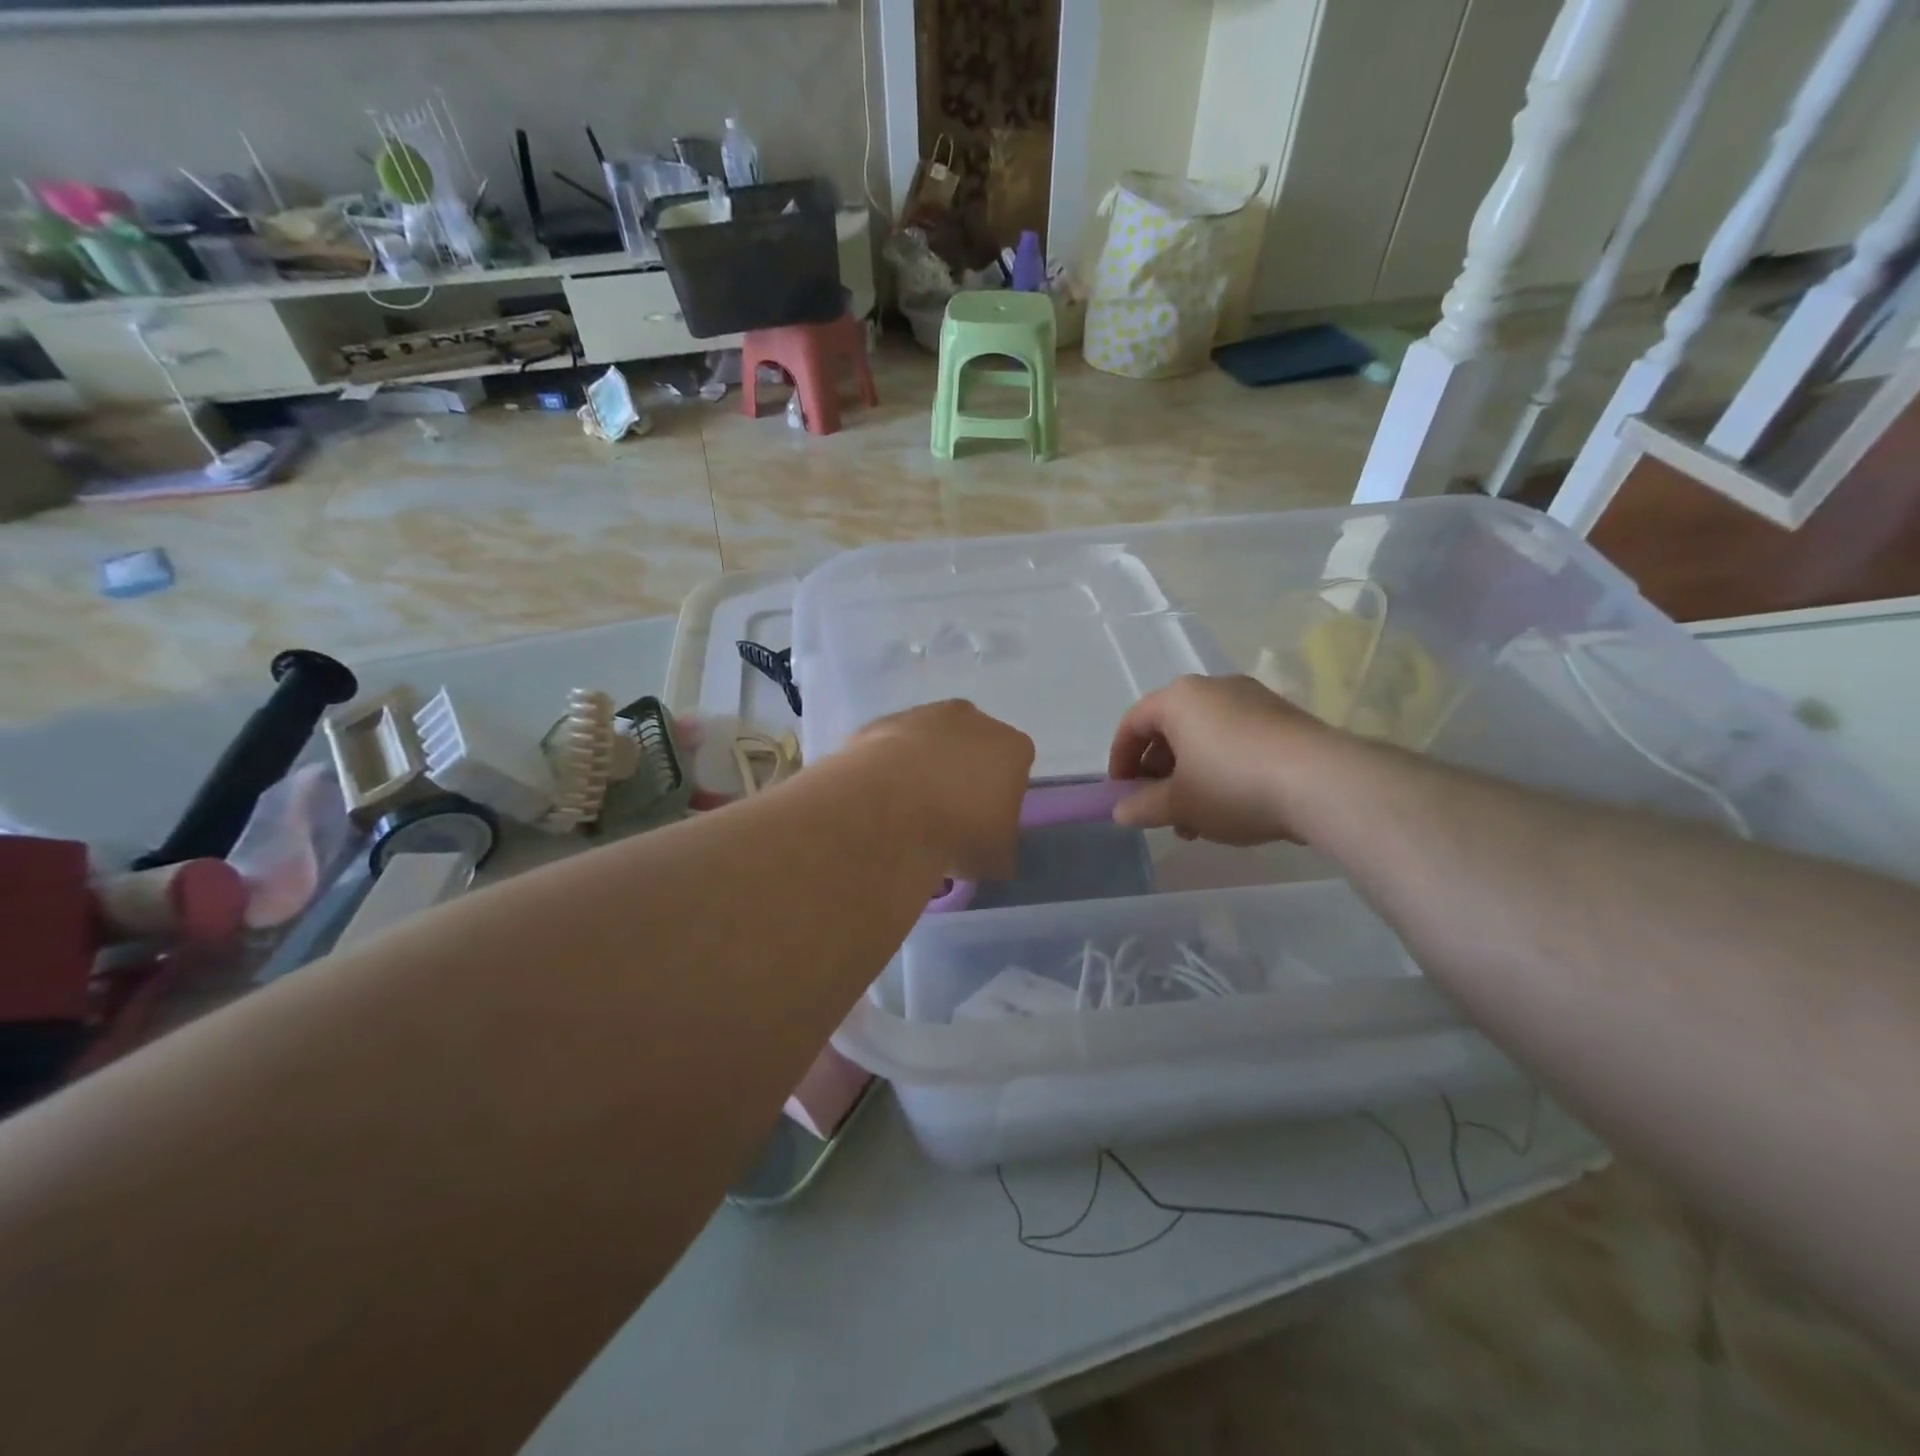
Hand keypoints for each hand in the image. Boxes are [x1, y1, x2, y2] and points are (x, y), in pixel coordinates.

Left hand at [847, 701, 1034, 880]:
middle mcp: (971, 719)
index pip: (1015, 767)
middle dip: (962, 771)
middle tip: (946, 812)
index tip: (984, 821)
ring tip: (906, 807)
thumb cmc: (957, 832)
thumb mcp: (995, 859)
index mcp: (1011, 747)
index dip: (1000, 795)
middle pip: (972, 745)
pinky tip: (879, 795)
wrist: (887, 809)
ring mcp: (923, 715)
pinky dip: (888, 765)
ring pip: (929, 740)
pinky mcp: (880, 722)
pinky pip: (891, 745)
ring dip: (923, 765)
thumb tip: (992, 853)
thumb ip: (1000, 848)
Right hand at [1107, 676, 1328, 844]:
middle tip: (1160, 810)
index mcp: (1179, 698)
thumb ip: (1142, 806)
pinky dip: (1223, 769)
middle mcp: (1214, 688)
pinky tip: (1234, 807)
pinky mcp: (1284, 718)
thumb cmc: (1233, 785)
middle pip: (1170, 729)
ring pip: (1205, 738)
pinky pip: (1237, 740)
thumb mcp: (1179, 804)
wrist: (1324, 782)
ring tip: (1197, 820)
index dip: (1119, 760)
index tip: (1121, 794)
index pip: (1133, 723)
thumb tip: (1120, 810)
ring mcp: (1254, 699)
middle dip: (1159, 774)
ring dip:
================================
» WHAT IS EXPECTED
Print, from the entries above, the line with "pinky pip: (891, 745)", the line with "pinky mcp: (1284, 718)" and all lines between them, exactly and with nothing else.

» TASK SOLUTION
pinky pip: (891, 745)
ring dip: (923, 765)
thumb tip: (992, 853)
thumb ip: (1000, 848)
Right hand at [1107, 676, 1328, 844]:
middle tip: (1160, 810)
index mcp: (1179, 698)
thumb ip: (1142, 806)
pinky dip: (1223, 769)
middle mcp: (1214, 688)
pinky tip: (1234, 807)
pinky mcp: (1284, 718)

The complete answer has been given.